D) While most effects seem robust from the information presented, I'm not so sure about the analysis of the perirhinal cortex shown in Figure 5. This compares (I think) the neural similarity evoked by a unimodal stimulus ("feature") to that evoked by the same stimulus when paired with its congruent stimulus in the other modality ("object"). These similarities show an interaction with modality prior to cross-modal association, but no interaction afterward, leading the authors to suggest that the perirhinal cortex has become less biased toward visual structure following learning. But the plots in Figures 4a and b are shown against different scales on the y-axes, obscuring the fact that all of the similarities are smaller in the after-learning comparison.

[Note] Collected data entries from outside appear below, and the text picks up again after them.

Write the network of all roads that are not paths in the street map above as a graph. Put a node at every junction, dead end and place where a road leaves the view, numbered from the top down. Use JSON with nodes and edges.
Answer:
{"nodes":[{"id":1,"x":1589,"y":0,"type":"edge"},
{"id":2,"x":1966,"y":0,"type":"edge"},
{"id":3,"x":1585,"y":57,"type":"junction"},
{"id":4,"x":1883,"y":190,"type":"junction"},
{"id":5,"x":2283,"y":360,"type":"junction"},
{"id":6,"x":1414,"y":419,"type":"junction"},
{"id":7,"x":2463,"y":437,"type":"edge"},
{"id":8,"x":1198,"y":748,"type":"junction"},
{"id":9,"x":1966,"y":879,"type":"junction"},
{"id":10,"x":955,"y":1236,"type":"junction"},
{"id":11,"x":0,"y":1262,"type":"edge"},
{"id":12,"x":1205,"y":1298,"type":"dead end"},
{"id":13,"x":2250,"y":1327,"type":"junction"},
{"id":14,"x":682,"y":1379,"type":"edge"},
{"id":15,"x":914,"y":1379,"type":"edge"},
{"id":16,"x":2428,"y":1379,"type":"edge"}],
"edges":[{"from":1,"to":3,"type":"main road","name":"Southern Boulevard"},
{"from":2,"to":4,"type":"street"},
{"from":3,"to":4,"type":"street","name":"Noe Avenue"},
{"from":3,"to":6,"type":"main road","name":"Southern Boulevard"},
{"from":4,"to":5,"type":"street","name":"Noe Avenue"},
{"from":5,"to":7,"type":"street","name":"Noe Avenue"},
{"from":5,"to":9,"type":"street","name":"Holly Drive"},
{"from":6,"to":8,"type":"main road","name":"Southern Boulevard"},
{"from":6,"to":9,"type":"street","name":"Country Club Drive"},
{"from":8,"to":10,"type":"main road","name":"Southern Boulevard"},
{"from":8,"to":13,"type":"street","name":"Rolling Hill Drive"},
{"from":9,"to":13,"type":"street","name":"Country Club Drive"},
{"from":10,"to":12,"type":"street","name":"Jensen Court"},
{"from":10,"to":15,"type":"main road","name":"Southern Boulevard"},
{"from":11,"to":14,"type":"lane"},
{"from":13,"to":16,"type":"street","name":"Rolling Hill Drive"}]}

Since the perirhinal interaction was already the smallest effect in the pre-learning analysis, it isn't really surprising that it drops below significance when all the effects diminish in the second comparison. A more rigorous test would assess the reliability of the interaction of comparison (pre- or post-learning) with modality. The possibility that perirhinal representations become less "visual" following cross-modal learning is potentially important so a post hoc contrast of that kind would be helpful.
E) Is there a reason the authors did not look at representation and change in the hippocampus? As a rapid-learning, widely-connected feature-binding mechanism, and given the fairly minimal amount of learning experience, it seems like the hippocampus would be a key area of potential import for the cross-modal association. It also looks as though the hippocampus is implicated in the localizer scan (Figure 3c).
F) The direction of the neural effects was difficult to track and understand. I think the key observation is that TP and PRh both show changes related to cross-modal congruency - but still it would be helpful if the authors could articulate, perhaps via a schematic illustration, how they think representations in each key area are changing with the cross-modal association. Why does the temporal pole come to activate *less* for congruent than incongruent stimuli (Figure 3)? And why do TP responses grow less similar to one another for congruent relative to incongruent stimuli after learning (Figure 4)? Why are incongruent stimulus similarities *anticorrelated* in their perirhinal responses following cross-modal learning (Figure 6)?
This work represents a key step in our advancing understanding of object representations in the brain. The experimental design provides a useful template for studying neural change related to the cross-modal association that may prove useful to others in the field. Given the broad variety of open questions and potential alternative analyses, an open dataset from this study would also likely be a considerable contribution to the field.